Segment Start: INPUT

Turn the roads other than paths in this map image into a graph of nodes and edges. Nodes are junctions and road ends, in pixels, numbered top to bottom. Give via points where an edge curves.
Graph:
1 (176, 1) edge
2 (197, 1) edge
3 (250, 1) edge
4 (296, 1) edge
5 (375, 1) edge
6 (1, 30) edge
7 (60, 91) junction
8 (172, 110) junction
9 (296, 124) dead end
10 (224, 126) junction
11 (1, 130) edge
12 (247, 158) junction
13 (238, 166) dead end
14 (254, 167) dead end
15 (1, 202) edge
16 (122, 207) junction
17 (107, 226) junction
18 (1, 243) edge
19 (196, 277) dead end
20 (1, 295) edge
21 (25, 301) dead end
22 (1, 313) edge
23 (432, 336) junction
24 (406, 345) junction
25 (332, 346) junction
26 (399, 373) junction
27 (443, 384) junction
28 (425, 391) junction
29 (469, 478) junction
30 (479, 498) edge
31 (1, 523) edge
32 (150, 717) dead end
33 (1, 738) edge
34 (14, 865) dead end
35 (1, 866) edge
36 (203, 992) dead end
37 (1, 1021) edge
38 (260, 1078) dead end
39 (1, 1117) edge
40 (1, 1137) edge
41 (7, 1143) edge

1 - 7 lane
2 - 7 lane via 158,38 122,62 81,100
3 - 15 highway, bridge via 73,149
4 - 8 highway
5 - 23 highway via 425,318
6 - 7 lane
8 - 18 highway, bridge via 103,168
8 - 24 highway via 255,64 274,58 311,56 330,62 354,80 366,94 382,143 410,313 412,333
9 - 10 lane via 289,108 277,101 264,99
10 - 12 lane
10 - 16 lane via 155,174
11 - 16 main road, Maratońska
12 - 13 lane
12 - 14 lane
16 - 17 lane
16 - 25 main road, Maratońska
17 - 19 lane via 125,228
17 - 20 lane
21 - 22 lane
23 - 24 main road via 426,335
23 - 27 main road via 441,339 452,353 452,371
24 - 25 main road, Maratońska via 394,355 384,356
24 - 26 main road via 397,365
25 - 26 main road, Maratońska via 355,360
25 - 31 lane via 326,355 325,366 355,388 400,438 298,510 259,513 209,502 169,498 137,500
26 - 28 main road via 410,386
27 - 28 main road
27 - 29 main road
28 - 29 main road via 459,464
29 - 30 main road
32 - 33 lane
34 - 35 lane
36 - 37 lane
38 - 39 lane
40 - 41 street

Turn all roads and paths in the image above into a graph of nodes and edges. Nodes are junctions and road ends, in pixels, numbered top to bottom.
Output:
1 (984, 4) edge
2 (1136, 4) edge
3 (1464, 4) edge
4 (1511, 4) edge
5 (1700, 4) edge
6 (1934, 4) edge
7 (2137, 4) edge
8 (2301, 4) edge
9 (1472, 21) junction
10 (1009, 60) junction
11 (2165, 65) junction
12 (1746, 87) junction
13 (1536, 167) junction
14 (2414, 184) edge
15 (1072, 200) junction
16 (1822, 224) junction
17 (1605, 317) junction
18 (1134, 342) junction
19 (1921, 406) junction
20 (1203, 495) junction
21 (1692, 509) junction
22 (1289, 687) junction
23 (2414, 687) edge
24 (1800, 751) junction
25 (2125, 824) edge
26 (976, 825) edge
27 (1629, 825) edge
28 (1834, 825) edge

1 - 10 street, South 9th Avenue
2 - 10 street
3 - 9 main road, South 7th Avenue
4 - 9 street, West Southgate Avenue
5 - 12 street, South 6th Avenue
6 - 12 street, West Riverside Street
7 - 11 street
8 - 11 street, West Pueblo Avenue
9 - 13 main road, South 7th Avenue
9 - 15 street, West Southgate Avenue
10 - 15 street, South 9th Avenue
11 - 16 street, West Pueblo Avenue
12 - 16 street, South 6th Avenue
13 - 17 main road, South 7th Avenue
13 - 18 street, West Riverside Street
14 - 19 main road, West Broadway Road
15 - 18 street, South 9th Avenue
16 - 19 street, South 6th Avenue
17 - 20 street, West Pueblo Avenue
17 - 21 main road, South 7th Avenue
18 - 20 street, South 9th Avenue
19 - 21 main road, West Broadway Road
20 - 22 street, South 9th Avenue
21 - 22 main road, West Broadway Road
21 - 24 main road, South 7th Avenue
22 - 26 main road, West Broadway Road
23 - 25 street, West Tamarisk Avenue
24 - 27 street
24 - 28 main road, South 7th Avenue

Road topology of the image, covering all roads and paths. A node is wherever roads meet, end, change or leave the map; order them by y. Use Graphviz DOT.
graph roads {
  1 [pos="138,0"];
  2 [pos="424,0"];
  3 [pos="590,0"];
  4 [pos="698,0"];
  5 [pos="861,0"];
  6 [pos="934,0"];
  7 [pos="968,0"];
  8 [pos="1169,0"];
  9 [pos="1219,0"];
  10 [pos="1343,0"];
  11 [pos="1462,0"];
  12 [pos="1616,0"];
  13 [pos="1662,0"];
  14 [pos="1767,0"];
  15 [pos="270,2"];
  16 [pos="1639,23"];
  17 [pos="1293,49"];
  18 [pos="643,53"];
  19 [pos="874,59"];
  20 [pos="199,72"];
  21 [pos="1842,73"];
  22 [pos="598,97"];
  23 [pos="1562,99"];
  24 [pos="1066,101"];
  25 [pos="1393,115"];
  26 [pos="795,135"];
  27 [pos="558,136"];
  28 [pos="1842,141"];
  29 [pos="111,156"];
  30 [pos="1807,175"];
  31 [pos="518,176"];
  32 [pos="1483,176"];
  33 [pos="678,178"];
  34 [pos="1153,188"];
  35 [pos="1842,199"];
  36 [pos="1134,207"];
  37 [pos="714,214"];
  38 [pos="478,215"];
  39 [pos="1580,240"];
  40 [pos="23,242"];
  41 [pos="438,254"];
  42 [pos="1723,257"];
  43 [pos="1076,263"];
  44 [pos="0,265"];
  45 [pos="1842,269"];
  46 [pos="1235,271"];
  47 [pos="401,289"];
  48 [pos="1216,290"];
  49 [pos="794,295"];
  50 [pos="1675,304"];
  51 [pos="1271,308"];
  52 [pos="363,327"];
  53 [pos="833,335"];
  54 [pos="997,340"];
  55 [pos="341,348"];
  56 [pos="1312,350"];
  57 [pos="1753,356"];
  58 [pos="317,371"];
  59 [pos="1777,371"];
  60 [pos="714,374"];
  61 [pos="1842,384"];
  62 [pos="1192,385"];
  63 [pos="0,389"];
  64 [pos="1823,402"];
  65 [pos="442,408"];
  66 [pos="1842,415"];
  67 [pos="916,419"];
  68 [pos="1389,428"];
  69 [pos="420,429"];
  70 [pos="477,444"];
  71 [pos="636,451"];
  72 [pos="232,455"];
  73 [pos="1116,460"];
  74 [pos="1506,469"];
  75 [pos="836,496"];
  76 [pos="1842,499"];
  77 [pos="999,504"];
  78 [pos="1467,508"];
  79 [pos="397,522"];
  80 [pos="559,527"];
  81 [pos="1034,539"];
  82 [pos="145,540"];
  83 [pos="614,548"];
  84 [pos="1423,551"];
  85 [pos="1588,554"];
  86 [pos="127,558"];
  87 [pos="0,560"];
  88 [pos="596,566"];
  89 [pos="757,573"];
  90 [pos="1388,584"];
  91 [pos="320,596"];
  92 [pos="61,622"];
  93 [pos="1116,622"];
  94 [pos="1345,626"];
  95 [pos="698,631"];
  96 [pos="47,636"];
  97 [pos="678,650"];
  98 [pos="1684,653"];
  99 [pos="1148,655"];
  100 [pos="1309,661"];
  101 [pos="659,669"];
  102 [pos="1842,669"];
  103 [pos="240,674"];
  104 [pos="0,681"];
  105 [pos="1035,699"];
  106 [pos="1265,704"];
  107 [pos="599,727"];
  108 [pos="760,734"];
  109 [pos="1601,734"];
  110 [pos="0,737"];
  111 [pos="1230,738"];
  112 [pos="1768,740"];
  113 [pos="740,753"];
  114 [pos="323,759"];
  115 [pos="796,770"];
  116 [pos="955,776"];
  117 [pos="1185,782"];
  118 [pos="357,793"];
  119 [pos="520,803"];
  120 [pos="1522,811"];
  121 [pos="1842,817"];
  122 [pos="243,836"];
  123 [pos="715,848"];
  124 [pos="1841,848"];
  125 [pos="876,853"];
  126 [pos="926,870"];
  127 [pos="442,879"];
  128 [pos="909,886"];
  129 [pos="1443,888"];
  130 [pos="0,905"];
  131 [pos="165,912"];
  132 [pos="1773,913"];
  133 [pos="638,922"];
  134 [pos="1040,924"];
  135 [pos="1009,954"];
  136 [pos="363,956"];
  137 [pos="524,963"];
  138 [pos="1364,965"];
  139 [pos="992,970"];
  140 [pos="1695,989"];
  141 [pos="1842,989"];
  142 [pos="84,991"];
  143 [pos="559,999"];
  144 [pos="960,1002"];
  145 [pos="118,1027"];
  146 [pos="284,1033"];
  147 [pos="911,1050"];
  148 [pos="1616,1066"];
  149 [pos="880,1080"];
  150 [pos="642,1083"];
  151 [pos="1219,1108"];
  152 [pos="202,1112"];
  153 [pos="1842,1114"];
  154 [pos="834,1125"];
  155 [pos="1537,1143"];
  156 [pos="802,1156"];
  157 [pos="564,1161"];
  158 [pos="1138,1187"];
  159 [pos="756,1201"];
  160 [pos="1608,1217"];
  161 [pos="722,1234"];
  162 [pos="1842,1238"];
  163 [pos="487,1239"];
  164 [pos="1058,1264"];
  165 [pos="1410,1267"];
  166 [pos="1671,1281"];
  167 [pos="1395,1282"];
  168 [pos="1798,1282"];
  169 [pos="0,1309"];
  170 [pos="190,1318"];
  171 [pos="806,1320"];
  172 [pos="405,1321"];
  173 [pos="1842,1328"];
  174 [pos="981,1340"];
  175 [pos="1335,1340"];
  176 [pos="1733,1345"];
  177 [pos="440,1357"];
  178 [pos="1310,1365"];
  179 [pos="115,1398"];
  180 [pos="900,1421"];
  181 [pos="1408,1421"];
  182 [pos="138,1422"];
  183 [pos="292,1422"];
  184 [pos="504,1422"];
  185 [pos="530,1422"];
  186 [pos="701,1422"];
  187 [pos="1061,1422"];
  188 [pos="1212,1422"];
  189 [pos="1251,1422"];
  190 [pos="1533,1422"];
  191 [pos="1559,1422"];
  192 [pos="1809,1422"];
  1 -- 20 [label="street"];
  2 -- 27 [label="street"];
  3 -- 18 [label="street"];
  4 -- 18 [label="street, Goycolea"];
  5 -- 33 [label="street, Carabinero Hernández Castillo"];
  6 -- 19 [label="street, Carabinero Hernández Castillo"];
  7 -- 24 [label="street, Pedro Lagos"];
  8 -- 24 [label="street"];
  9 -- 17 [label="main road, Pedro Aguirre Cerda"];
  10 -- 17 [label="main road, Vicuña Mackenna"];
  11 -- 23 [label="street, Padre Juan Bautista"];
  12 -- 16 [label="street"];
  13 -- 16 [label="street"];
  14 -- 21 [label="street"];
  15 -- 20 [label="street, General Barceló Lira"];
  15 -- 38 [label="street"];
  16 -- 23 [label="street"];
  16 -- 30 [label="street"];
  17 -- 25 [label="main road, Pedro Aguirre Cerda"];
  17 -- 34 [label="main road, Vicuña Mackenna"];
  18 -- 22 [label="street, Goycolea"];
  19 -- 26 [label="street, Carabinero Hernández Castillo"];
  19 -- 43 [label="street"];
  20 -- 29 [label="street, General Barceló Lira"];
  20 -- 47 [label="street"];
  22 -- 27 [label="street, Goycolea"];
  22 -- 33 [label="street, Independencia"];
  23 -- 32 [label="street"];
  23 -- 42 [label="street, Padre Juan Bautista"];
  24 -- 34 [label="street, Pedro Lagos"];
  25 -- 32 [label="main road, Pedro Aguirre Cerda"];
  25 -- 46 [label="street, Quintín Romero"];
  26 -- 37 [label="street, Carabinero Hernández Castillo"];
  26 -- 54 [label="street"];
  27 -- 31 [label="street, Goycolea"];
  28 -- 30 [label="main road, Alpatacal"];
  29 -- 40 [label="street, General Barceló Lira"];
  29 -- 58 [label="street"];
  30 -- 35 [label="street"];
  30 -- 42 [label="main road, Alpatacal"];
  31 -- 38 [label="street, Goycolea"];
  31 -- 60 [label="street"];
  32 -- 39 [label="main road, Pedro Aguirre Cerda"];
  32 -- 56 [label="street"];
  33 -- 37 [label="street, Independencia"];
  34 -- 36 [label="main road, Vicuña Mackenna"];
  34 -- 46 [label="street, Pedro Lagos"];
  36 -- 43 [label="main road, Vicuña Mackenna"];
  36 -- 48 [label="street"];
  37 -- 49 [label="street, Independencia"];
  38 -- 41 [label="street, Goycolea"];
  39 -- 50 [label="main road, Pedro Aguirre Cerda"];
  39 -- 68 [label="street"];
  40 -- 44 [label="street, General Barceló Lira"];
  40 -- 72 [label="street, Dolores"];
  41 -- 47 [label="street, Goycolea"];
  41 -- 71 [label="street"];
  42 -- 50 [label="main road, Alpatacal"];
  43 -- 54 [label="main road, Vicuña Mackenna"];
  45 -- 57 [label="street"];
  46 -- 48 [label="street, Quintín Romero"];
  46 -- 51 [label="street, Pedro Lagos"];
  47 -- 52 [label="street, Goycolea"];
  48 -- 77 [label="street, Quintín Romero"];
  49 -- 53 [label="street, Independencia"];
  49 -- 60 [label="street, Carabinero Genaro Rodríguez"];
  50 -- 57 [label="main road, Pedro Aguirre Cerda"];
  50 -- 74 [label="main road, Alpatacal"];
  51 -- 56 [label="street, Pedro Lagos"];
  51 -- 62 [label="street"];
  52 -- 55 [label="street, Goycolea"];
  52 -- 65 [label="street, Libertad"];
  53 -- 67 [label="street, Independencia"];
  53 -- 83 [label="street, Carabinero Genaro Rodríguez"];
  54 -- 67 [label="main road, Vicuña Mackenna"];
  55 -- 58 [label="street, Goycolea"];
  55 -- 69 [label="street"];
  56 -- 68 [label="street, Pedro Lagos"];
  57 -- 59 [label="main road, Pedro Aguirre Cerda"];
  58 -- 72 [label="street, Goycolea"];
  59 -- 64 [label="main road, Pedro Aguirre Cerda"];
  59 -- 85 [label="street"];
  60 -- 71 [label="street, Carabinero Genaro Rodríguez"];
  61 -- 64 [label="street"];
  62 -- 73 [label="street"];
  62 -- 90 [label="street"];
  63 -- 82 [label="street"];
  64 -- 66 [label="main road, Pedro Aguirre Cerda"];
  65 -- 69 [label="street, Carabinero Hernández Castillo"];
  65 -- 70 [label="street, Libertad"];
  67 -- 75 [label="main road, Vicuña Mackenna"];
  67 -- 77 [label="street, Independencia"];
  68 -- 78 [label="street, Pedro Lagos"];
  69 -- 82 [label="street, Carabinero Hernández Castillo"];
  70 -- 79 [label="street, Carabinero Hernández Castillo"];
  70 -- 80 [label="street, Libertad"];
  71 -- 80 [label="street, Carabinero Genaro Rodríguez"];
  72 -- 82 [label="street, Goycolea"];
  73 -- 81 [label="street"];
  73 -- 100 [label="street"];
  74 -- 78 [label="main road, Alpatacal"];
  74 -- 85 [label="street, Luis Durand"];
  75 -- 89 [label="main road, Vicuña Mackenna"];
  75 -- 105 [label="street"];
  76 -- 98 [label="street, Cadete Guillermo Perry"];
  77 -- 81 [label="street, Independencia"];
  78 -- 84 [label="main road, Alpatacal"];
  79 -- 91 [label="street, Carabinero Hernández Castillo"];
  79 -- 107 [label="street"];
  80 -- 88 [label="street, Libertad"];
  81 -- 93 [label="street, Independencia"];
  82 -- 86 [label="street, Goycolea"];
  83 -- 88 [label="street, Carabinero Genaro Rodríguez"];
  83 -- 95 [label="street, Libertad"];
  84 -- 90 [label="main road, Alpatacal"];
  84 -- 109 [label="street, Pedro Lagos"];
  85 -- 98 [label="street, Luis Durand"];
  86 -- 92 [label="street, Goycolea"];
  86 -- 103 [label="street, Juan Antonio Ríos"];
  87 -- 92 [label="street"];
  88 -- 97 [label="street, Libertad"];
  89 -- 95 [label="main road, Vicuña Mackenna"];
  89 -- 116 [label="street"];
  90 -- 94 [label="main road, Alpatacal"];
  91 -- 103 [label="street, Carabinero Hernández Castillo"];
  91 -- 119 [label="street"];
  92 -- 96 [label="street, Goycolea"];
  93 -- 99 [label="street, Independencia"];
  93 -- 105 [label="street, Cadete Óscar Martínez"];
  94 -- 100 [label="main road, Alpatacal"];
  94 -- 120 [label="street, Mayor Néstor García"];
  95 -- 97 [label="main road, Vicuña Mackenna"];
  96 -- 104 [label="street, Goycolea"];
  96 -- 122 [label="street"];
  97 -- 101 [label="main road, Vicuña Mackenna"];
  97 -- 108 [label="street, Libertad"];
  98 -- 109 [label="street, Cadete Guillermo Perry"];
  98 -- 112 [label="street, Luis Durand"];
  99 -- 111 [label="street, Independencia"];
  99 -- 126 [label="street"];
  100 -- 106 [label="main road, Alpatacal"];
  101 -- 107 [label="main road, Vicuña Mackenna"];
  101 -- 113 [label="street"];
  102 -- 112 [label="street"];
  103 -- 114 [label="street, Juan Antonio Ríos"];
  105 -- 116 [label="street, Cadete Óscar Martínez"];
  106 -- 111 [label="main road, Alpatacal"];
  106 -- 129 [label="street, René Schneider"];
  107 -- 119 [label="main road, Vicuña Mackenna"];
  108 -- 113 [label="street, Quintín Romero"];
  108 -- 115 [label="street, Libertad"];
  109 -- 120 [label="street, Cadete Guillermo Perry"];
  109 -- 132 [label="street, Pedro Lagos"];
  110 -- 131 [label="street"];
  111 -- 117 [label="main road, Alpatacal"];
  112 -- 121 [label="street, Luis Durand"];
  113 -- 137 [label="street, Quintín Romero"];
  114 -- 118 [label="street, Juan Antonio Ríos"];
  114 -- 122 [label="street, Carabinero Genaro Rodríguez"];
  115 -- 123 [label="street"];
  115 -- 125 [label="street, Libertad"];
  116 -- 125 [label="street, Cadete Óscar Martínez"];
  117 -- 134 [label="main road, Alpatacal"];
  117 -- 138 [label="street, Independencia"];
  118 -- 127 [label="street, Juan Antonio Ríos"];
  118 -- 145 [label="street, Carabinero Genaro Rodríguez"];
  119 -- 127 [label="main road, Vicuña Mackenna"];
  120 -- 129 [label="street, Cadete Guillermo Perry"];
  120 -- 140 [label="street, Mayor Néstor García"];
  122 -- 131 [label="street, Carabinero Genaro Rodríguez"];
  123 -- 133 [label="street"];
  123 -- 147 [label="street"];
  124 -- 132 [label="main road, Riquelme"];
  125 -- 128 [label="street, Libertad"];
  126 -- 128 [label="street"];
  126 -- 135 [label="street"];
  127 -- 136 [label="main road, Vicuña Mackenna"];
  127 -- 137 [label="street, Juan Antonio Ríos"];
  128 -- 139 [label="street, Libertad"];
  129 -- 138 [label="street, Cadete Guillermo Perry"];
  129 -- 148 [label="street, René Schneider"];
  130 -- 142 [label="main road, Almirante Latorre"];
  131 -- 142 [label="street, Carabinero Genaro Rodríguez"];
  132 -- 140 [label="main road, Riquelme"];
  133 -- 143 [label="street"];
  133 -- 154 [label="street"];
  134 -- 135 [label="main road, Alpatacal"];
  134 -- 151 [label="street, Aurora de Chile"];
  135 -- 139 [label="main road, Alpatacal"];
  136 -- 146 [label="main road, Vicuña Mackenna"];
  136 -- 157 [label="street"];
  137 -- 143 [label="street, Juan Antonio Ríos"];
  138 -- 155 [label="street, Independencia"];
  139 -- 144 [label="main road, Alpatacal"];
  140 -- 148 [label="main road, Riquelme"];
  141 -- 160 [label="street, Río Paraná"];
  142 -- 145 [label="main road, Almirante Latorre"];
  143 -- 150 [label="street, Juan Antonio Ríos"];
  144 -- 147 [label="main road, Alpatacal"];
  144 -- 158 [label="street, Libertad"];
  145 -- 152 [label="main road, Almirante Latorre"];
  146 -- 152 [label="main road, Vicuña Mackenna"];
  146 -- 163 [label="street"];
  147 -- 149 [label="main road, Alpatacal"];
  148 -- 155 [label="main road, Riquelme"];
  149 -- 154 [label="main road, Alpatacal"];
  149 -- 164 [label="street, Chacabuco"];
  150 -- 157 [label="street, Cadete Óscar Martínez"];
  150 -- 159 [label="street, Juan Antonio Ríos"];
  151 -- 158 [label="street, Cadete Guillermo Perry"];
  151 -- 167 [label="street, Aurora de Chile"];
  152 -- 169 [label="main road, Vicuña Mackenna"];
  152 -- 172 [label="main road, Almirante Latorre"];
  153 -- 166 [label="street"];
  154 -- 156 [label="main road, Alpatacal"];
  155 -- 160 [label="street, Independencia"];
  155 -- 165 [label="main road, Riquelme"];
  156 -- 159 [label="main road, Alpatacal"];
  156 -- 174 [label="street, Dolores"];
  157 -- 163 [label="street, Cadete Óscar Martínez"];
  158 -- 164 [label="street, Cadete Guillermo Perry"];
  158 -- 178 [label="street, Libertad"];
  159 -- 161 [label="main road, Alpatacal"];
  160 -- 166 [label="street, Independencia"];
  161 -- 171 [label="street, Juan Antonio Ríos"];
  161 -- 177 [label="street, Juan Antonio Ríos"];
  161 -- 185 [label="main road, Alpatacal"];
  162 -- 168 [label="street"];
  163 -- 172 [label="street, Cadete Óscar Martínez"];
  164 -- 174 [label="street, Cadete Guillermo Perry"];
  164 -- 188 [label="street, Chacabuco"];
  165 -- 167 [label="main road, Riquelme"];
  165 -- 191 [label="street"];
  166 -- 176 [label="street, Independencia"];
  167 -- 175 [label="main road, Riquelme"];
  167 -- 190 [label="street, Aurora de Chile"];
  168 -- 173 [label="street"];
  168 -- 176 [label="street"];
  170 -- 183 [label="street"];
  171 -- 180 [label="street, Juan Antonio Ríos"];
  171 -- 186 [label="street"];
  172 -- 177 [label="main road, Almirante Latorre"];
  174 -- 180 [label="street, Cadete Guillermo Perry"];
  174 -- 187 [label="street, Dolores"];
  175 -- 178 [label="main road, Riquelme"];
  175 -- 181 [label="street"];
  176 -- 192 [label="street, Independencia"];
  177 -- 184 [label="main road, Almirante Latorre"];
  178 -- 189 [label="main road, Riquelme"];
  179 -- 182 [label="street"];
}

Segment End: INPUT

WHAT YOU HAVE TO DO:
Your answer should be every line above that contains the word "Pueblo".

RESULT OF THIS TASK:
8 - 11 street, West Pueblo Avenue
11 - 16 street, West Pueblo Avenue
17 - 20 street, West Pueblo Avenue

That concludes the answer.